Regulation of lncRNA localization is important to coordinate their functions in the nucleus or in the cytoplasm. There should exist machinery either directly or indirectly to transport specific lncRNAs into the cytoplasm, and maybe further to special subcellular locations or complexes. The final localization, concentration, and functions of a specific lncRNA have to be fine tuned by the RNA biogenesis, transportation, degradation, and maybe even modifications. Substantial efforts are required to investigate these aspects.

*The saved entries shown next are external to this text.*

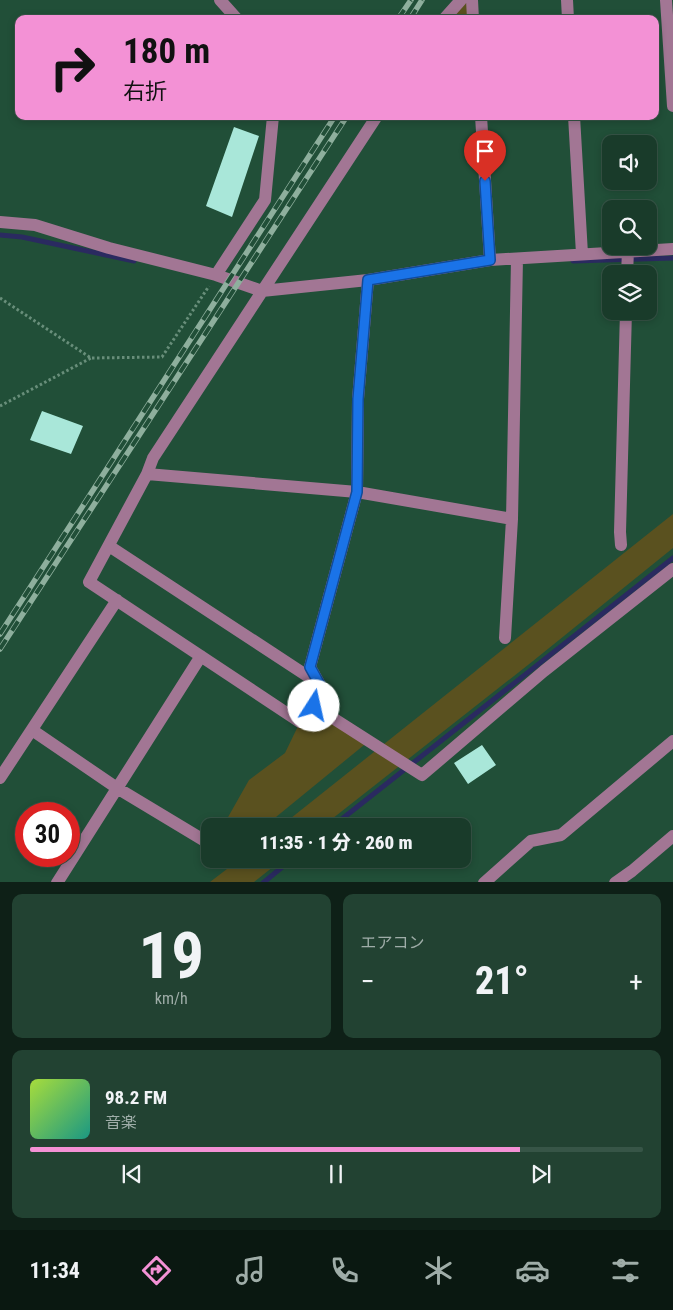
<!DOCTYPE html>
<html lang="ja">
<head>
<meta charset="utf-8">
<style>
	body { margin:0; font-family:"Roboto Condensed","Noto Sans JP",sans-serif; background:#224232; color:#f1f3f6; height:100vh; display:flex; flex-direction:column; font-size:19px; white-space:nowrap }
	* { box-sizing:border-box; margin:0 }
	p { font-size:16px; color:#9fada8 }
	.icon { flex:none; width:28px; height:28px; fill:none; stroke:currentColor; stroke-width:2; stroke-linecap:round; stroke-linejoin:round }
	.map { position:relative; height:882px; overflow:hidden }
	.side { display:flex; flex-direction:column; gap:12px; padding:12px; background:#0e2017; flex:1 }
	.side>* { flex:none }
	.top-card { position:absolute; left:15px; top:15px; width:644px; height:105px; border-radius:10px; box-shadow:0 2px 8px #0003,0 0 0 1px #375547; background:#f391d5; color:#111; overflow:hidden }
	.controls { position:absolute; left:602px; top:135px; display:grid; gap:10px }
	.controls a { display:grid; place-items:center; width:55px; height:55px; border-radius:10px; background:#193b2a; box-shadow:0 2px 8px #0003,0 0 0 1px #375547; font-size:25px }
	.speed { position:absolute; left:15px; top:802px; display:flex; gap:10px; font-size:25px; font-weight:700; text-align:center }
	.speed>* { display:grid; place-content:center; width:65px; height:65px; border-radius:50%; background:#193b2a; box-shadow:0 2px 8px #0003,0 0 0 1px #375547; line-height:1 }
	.speed .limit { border:8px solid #d22; background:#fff; color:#111 }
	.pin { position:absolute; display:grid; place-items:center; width:42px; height:42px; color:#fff; margin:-51px -21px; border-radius:50% 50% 50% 0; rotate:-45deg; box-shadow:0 0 5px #0007 }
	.pin .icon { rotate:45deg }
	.me { position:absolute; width:55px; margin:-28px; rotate:10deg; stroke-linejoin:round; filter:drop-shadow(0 0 4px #0008) }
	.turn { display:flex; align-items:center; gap:18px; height:105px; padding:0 25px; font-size:22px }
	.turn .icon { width:65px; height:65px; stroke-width:2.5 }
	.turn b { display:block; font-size:35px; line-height:42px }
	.big { font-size:38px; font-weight:800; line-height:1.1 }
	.side .tile { flex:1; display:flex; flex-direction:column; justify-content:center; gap:8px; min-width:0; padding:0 18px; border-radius:10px; background:#224232 }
	.side .dial { align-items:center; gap:0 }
	.dial b { font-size:65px; line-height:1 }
	.song { display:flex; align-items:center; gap:15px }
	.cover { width:60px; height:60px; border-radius:8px; background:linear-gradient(135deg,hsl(80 70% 55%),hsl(170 70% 35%)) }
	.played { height:5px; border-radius:2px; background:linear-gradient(90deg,#f391d5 80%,#375547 80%) }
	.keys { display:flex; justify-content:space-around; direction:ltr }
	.heat { display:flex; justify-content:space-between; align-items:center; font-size:28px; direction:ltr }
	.side .tiles { flex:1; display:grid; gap:12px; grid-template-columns:1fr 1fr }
	.tile:last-child { grid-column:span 2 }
	.trip { position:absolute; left:201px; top:818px; width:270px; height:50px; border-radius:10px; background:#193b2a; box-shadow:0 2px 8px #0003,0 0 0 1px #375547; font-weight:800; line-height:50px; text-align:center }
	.dock { display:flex; height:80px; justify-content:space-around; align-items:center; background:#0a1811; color:#9fada8 }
	.dock .icon { width:35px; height:35px }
	.dock .active { color:#f391d5 }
	.dock b { font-size:22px; color:#f1f3f6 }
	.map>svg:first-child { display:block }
</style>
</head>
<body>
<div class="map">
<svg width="673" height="883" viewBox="0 0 673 883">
	<rect width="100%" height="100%" fill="#214f38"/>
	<path fill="#5a511f" d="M459,0H472L473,19H444Z
		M673,514V548L533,661L323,826H281Z
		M314,706L369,741L265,826H223L249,780L285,753L300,722Z
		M240,859H283L254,882H210Z"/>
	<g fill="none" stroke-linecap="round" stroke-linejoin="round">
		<path stroke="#2a2a60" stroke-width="5" d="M0,235L22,237L134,261
			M573,261L673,258
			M333,826L673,558
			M263,883L292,859"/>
	</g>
	<path fill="#a9e7d9" d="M234,127L259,136L232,217L206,206Z
		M42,411L83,426L71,454L30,440Z
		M482,745L496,765L468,784L454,763Z"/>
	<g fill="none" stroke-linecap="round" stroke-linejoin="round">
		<path stroke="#688e7a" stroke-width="3" stroke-dasharray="2.5 2.5" stroke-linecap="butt" d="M0,298L91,358L162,357L209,286
			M0,406L91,358"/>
		<path stroke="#a27694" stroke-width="12" d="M220,0L237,19
			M472,0L473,19
			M567,0L568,19
			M666,0L673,106
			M444,19L461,0
			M481,116L490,260
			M574,116L582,254
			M0,222L35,225L109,248L216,275L262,291L368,280L490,260L673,249
			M627,274L628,251
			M216,275L265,200L273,116
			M368,280L358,399L357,492L310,667L320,685L314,706L422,775L544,671L673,569
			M147,474L153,458L377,116
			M621,545L620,532L626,311
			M109,546L318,683
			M505,638L512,519L517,259
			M300,722L89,582L147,474L357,492L512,519
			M32,730L117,788L210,844
			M0,778L117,600
			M57,883L201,656
			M484,883L531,841L561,835L673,741
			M615,883L632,871L673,836"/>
		<g stroke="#8eaf9d" stroke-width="5.5">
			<path id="rail" d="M398,19L411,0
				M410,19L422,0
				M0,634L335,116
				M0,649L347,116"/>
		</g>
		<use href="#rail" stroke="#214f38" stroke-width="4" stroke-dasharray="11" stroke-linecap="butt"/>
	</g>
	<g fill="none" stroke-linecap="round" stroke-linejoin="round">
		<g stroke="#114b97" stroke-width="12">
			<path id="route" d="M314,706L320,685L310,667L357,492L358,399L368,280L490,260L485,181"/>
		</g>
		<use href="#route" stroke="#1a73e8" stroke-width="9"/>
	</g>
</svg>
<div class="controls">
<a><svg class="icon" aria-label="sound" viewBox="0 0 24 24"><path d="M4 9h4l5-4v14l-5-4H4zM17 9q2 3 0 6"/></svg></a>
<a><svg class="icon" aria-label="search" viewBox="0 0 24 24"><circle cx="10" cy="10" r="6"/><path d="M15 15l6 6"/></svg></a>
<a><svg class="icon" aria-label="layers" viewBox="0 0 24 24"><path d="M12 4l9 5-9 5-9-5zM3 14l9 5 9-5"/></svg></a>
</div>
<div class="speed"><div class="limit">30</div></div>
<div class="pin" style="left:485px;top:181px;background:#d93025"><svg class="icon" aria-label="arrive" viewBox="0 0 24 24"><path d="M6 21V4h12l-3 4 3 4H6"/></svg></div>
<svg class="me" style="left:314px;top:706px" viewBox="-20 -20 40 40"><circle r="19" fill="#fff"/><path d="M0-13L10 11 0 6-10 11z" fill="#1a73e8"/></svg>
<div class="trip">11:35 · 1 分 · 260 m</div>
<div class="top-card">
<div class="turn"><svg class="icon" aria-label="right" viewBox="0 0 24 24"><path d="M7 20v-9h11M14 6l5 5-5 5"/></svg><div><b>180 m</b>右折</div></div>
</div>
</div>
<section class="side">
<div class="tiles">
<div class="tile dial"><b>19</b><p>km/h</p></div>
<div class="tile"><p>エアコン</p>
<div class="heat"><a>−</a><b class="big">21°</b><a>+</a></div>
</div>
<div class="tile">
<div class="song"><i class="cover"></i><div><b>98.2 FM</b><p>音楽</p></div></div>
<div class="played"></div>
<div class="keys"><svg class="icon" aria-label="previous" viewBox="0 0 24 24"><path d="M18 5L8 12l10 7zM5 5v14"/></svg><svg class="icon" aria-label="pause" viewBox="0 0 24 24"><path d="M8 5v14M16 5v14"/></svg><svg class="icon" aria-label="next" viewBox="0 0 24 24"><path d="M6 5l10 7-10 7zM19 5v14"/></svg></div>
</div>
</div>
</section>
<nav class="dock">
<b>11:34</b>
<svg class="icon active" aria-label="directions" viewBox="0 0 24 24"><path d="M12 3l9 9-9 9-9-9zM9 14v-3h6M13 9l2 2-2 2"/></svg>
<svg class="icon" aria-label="music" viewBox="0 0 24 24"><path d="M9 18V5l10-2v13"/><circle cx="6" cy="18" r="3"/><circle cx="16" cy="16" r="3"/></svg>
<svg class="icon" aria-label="phone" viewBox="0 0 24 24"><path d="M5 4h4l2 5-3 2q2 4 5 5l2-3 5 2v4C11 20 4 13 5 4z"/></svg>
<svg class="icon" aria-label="climate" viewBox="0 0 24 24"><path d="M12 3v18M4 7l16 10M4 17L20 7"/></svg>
<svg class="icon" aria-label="car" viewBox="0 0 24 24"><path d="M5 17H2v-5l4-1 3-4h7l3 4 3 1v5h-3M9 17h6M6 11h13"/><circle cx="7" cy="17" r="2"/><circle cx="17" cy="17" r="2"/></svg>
<svg class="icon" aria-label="filters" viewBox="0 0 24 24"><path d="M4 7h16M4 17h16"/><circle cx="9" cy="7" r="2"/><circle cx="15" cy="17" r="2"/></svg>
</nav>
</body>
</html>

A single lncRNA can have multiple roles. For example, both H19 and linc-MD1 can function as ceRNAs as well as precursors for miRNAs. How these different roles of the same lncRNA are coordinated remains to be addressed. On the other hand, there are undoubtedly more roles and functional mechanisms remain unknown for cytoplasmic lncRNAs. With the extensive investigations of the eukaryotic transcriptome by means of RNA sequencing, most of the lncRNAs including cytoplasmic ones may have already been described. Further studies on these lncRNAs may help to classify them into subclasses based on their biogenesis and functions.

Competing interests

The authors declare no competing interests.